"Did you tell him that we don't?" Avis asked sharply.
"Yes. Shouldn't I have?"
"It scarcely makes any difference," Chung said in a resigned voice. "As thoroughly as they went over the ground, they'd have seen what we do and do not have installed so far."
He leaned forward. "Why are they hanging around?" he asked. "I was handed some story about overhauling the missile system."
"Me, too," Blades said.
"But you don't consider a job complete till it's been tested. And you don't fire a test shot, even a dummy, this close to a Station. Besides, what could have gone wrong? I can't see a ship departing Earth orbit for a long cruise without everything being in order. And they didn't mention any meteorites, any kind of trouble, en route. Furthermore, why do the work here? The Navy yard's at Ceres. We can't spare them any decent amount of materials or tools or help."
Blades frowned. His own half-formulated doubts shouldered to the fore, which was doubly unpleasant after he'd been considering Ellen Ziska. "They tell me the international situation at home is O.K.," he offered.

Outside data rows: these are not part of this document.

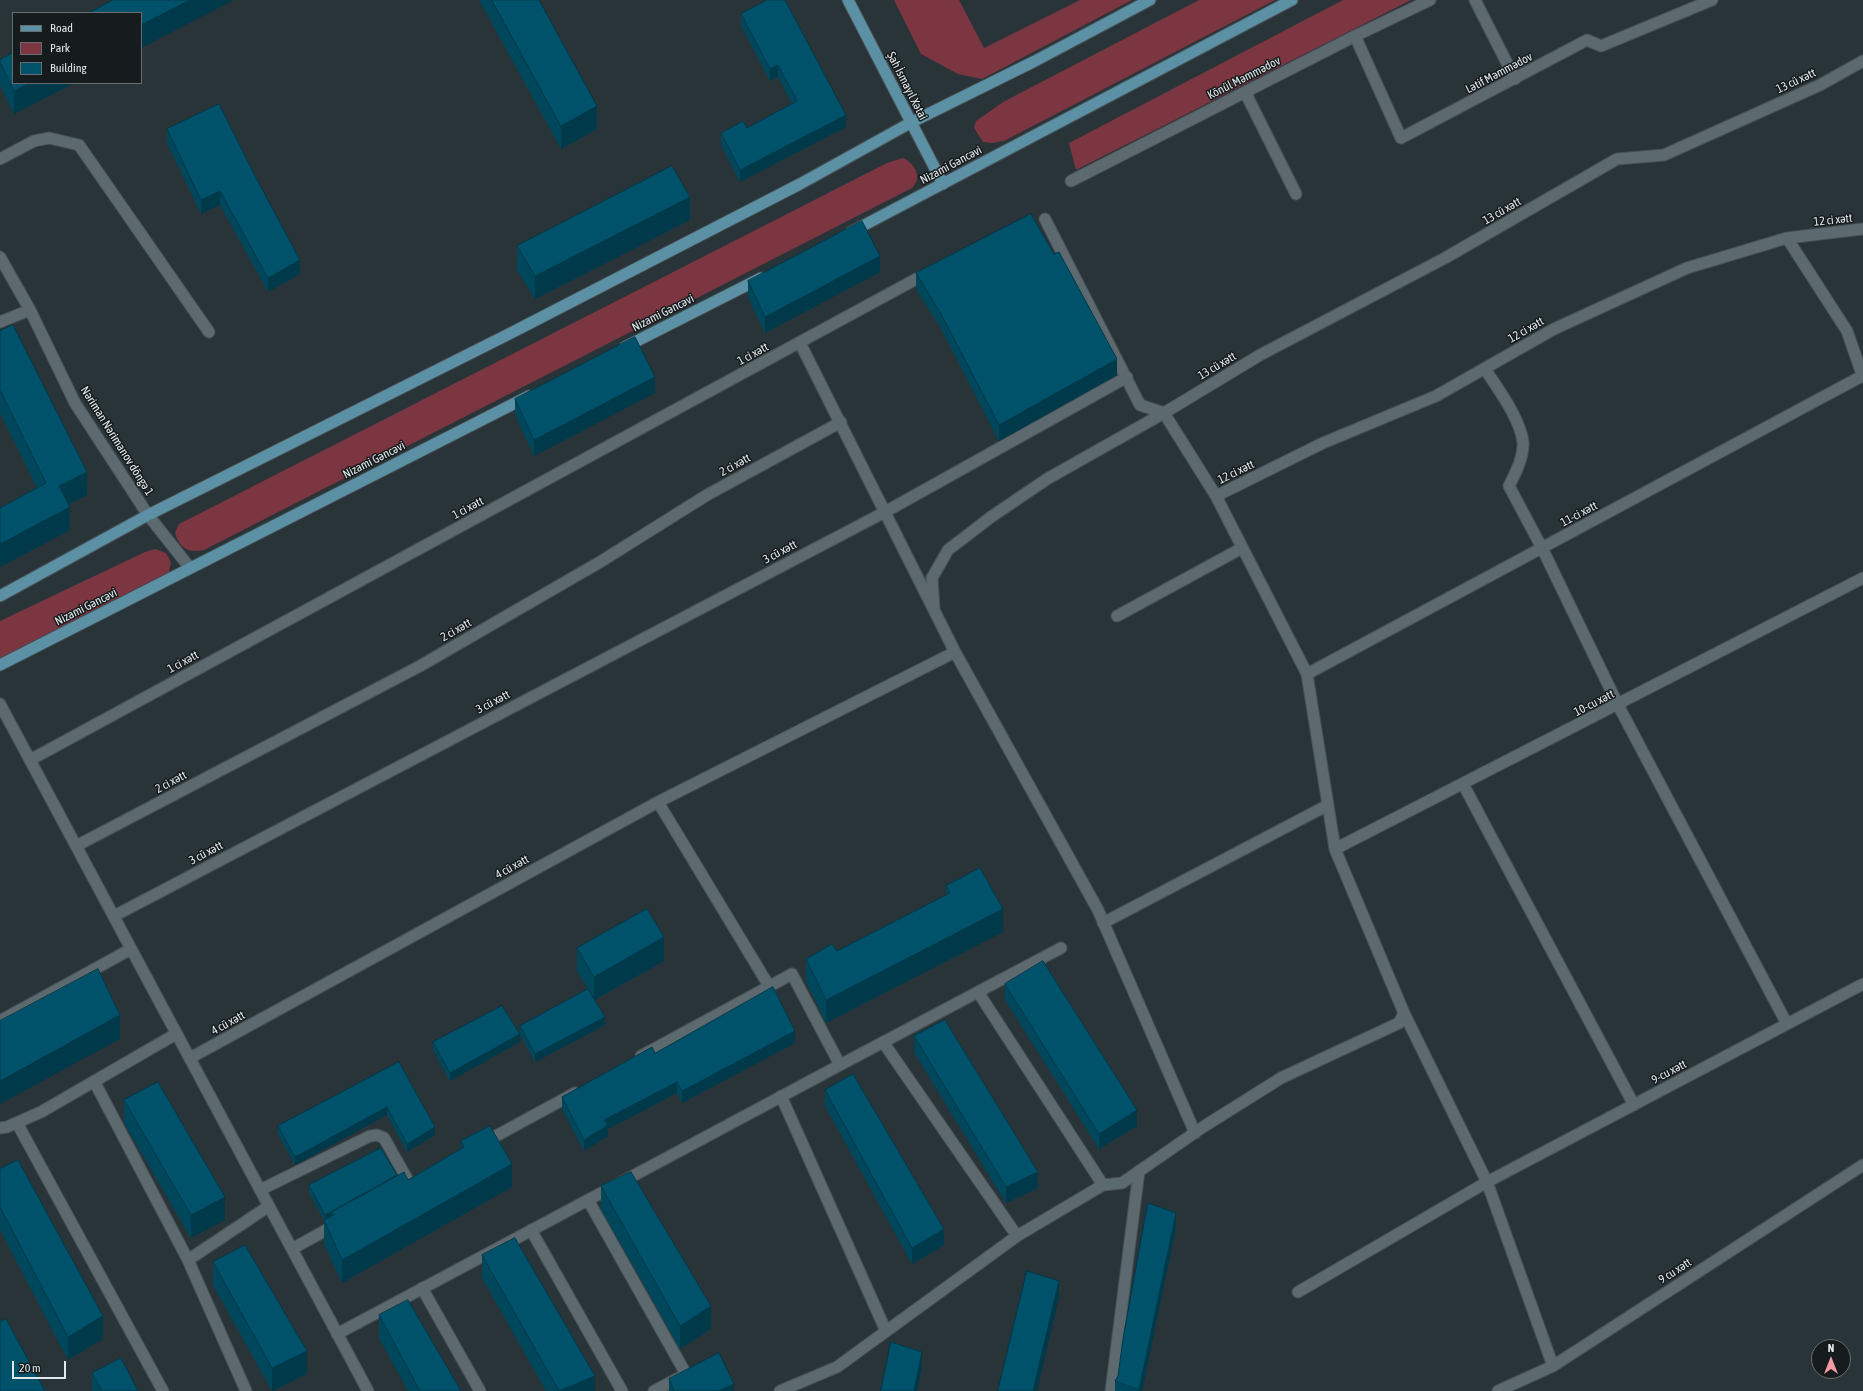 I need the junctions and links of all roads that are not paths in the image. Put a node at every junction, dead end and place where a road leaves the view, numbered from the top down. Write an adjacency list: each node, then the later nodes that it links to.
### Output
1 (848, 0): 11 (main road, Şah İsmayıl Xətai)
2 (1150, 0): 11 (main road)
3 (1292, 0): 14 (main road, Nizami Gəncəvi)
4 (1430, 0): 7 (street, Könül Məmmədov)
5 (1475, 0): 9 (street)
6 (1712, 0): 9 (street, Lətif Məmmədov)
7 (1355, 36): 9 (street, Lətif Məmmədov); 10 (street, Könül Məmmədov)
8 (1863, 61): 32 (street, 13 cü xətt)
9 (1515, 79)
10 (1245, 92): 13 (street, Könül Məmmədov); 15 (street)
11 (912, 122): 14 (main road, Şah İsmayıl Xətai); 36 (main road)
12 (0, 160): 25 (street)
13 (1071, 181)
14 (943, 184): 19 (main road, Nizami Gəncəvi)
15 (1296, 194)
16 (1045, 219): 29 (street)
17 (1863, 229): 18 (street, 12 ci xətt)
18 (1787, 238): 28 (street, 12 ci xətt); 30 (street)
19 (838, 239)
20 (0, 257): 23 (street, Nəriman Nərimanov döngə 1)
21 (768, 274): 27 (main road, Nizami Gəncəvi)
22 (918, 278): 26 (street, 1 ci xətt)
23 (30, 310): 24 (street); 36 (street, Nəriman Nərimanov döngə 1)
24 (0, 322)
25 (209, 332)
26 (800, 343): 33 (street); 49 (street, 1 ci xətt)
27 (615, 352)
28 (1485, 368): 34 (street, 12 ci xətt); 38 (street)
29 (1127, 377): 32 (street); 35 (street, 3 cü xətt)
30 (1863, 377): 38 (street, 11-ci xətt)
31 (538, 391): 39 (main road, Nizami Gəncəvi)
32 (1164, 413): 34 (street); 42 (street, 13 cü xətt)
33 (841, 422): 35 (street); 53 (street, 2 ci xətt)
34 (1216, 496): 37 (street)
35 (885, 512): 42 (street); 55 (street, 3 cü xətt)
36 (148, 515): 39 (street, Nəriman Nərimanov döngə 1); 41 (main road)
37 (1242, 548): 43 (street); 46 (street)
38 (1542, 548): 46 (street, 11-ci xətt); 48 (street)
39 (190, 568): 45 (main road, Nizami Gəncəvi)
40 (1863, 578): 48 (street, 10-cu xətt)
41 (0, 596)
42 (934, 609): 44 (street)
43 (1117, 616)
44 (955, 652): 51 (street, 4 cü xətt); 56 (street)
45 (0, 665)
46 (1307, 674): 52 (street)
47 (0, 704): 49 (street)
48 (1618, 705): 50 (street, 10-cu xətt); 64 (street)
49 (30, 760): 53 (street)
50 (1463, 784): 54 (street, 10-cu xətt); 73 (street)
51 (658, 802): 60 (street); 67 (street, 4 cü xətt)
52 (1328, 805): 54 (street); 56 (street)
53 (76, 846): 55 (street)
54 (1336, 849): 62 (street)
55 (114, 916): 58 (street)
56 (1104, 923): 76 (street)
57 (1062, 948): 61 (street)
58 (131, 949): 63 (street); 65 (street)
59 (1863, 984): 64 (street, 9-cu xətt)
60 (769, 986): 68 (street); 69 (street)
61 (978, 992): 66 (street); 82 (street)
62 (1404, 1013): 76 (street); 80 (street)
63 (0, 1021)
64 (1787, 1024): 73 (street, 9-cu xətt)
65 (176, 1034): 67 (street); 70 (street)
66 (883, 1042): 69 (street); 88 (street)
67 (190, 1058): 83 (street)
68 (631, 1062)
69 (840, 1065): 72 (street)
70 (94, 1082): 74 (street); 90 (street)
71 (583, 1089): 77 (street)
72 (781, 1096): 84 (street); 93 (street)
73 (1634, 1105): 80 (street, 9-cu xətt)
74 (16, 1123): 75 (street); 96 (street)
75 (0, 1128)
76 (1195, 1133): 79 (street)
77 (472, 1149)
78 (1863, 1165): 95 (street, 9 cu xətt)
79 (1139, 1171): 82 (street); 103 (street)
80 (1488, 1182): 92 (street, 9-cu xətt); 95 (street)
81 (410, 1184): 83 (street)
82 (1102, 1185): 88 (street)
83 (260, 1190): 85 (street)
84 (588, 1200): 87 (street); 101 (street)
85 (269, 1206): 89 (street); 90 (street)
86 (348, 1218): 89 (street)
87 (531, 1230): 91 (street); 100 (street)
88 (1017, 1236): 93 (street)
89 (292, 1249): 94 (street)
90 (188, 1260): 97 (street)
91 (422, 1288): 94 (street); 99 (street)
92 (1298, 1292)
93 (886, 1331): 102 (street)
94 (338, 1334): 98 (street)
95 (1553, 1366): 104 (street, 9 cu xətt)
96 (163, 1391)
97 (246, 1391)
98 (368, 1391)
99 (480, 1391)
100 (622, 1391)
101 (654, 1391)
102 (780, 1391)
103 (1111, 1391)
104 (1498, 1391)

Avis nodded. "What newsfaxes we get in the mail indicate as much," she said. "So why this hanky-panky?" After a moment, in a changed voice: "Jimmy, you begin to scare me a little."
"I scare myself," Chung said.
"Every morning when you debeard," Blades said; but his heart wasn't in it. He shook himself and protested: "Damnation, they're our own countrymen. We're engaged in a lawful business. Why should they do anything to us?"